There have been dozens of iterations of the Cloquet Lumberjack. Yearbooks dating back to at least the 1940s, maybe even further, show depictions of lumberjacks. The 1948 White Pine featured a hulking, thickly bearded, flannel-clad lumberjack on its cover, and another drawing of the lumberjack fishing inside.

In the 1960s, a more exotic lumberjack began appearing on cheer sweaters and the front of the varsity boys' hockey jerseys. With dark eyes, brows and a droopy moustache, this lumberjack looked as much like a voyageur as a stereotypical lumberjack. That one was replaced by another, and so it went until something very similar to the current Cloquet Lumberjacks mascot made its first appearance in the 1979-80 hockey season. Wearing a stocking cap, he is craggy and bewhiskered, with lines around his eyes and across his forehead, not a high-schooler lumberjack at all.
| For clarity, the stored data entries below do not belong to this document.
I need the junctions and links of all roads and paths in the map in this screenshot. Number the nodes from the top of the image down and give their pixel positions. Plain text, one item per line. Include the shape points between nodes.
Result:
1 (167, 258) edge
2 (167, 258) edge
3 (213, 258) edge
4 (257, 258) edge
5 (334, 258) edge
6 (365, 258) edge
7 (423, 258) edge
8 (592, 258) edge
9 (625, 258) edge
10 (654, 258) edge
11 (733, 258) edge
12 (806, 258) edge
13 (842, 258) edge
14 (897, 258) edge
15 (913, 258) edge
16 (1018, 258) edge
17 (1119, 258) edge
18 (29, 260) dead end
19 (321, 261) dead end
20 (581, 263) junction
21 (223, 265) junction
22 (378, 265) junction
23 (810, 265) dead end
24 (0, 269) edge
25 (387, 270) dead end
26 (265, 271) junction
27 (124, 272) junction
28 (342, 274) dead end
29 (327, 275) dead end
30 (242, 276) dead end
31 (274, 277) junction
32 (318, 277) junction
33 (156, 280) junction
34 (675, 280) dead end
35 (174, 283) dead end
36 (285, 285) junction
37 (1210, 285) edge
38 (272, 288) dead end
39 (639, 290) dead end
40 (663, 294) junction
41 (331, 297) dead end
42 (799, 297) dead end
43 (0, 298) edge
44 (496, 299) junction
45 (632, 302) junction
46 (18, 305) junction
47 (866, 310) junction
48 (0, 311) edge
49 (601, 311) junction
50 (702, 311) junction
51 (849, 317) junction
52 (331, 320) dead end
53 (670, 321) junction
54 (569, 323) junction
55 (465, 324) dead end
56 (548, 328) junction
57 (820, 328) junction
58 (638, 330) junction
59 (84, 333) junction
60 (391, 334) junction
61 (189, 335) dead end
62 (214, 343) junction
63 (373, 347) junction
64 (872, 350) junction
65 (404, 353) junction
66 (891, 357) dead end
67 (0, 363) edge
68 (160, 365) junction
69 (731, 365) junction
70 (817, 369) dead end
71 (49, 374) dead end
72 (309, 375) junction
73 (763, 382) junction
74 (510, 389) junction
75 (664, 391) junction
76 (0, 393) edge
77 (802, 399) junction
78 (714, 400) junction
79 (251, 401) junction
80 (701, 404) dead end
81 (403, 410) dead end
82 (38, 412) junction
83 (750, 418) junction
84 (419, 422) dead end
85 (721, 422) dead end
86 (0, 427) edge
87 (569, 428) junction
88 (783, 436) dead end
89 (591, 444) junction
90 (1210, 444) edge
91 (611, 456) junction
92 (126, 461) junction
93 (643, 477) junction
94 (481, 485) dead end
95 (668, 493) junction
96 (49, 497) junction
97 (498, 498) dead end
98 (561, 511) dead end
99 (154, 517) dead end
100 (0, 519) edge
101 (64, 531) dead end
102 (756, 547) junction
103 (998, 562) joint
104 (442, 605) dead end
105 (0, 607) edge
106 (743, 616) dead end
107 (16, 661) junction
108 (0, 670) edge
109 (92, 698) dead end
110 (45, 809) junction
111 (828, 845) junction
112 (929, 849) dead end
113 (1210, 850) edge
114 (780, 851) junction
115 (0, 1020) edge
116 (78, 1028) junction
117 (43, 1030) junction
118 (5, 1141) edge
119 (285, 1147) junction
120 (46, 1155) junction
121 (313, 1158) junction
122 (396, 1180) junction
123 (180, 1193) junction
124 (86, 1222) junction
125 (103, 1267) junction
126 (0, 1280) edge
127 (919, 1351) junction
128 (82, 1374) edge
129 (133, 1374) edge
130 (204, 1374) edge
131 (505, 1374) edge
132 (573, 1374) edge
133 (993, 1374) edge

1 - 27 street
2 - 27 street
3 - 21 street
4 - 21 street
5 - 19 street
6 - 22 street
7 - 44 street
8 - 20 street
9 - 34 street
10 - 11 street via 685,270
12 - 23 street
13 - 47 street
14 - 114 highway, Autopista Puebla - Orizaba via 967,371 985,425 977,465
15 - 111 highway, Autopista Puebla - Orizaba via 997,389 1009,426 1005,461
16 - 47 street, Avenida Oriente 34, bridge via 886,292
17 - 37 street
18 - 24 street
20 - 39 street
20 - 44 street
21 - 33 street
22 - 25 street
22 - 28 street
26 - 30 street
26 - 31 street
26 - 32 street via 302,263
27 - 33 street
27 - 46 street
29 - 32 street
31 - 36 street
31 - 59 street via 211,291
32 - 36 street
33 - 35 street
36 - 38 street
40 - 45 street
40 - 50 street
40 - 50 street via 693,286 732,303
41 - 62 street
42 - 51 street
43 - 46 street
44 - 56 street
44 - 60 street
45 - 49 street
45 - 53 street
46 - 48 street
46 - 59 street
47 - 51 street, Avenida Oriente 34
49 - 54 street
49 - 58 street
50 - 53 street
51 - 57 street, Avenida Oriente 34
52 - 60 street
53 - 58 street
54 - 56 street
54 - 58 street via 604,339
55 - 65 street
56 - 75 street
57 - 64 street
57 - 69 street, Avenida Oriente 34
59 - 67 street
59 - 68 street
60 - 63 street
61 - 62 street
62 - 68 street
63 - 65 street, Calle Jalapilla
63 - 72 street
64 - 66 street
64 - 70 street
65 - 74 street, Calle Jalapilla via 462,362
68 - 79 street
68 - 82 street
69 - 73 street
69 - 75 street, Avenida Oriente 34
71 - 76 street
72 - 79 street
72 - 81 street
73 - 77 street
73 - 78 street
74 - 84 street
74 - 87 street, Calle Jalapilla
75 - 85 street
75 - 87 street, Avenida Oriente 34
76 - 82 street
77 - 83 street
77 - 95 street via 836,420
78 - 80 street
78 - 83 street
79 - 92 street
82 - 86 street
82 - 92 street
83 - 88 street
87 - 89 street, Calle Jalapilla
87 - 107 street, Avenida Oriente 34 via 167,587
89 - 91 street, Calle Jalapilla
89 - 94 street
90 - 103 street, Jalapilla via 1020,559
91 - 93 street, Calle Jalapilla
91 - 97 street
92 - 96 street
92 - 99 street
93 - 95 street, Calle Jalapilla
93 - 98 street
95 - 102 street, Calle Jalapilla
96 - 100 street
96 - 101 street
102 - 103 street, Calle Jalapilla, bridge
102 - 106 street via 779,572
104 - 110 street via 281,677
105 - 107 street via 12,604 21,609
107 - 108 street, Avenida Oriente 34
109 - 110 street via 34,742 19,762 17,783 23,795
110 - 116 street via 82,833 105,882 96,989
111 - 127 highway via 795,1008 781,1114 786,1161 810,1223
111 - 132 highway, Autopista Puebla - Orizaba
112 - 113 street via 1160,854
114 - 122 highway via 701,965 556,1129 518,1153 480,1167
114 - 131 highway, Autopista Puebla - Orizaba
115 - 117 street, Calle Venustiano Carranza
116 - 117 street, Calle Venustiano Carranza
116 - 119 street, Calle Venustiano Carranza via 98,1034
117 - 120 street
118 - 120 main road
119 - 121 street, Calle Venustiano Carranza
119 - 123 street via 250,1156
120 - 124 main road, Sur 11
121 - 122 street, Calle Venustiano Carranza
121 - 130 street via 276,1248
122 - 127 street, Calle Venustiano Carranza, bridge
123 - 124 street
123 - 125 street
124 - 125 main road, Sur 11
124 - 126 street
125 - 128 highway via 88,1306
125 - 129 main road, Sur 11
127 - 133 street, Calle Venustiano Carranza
The topic exploded on Facebook before and after the Pine Knot News story last week about a Cloquet school board discussion regarding ownership of the logo, which led to the question of who actually created the original version of the beloved high school mascot.

Two names repeatedly surface in both social media discussions and face-to-face conversations: former Cloquet Middle School art teacher Dave Wait and the late John "Wood Duck" Everson.

According to a Eyewitness Sports TV interview from 1993 by Ray Higgens, John "Wood Duck" Everson was the creator. In the interview, posted on the "Cloquet, MN - 1884 to Present" Facebook page, Everson recalls being asked to draw the Lumberjack by coach Bill Kennedy. He said he never dreamed the mascot would still be on jerseys some 15 years later.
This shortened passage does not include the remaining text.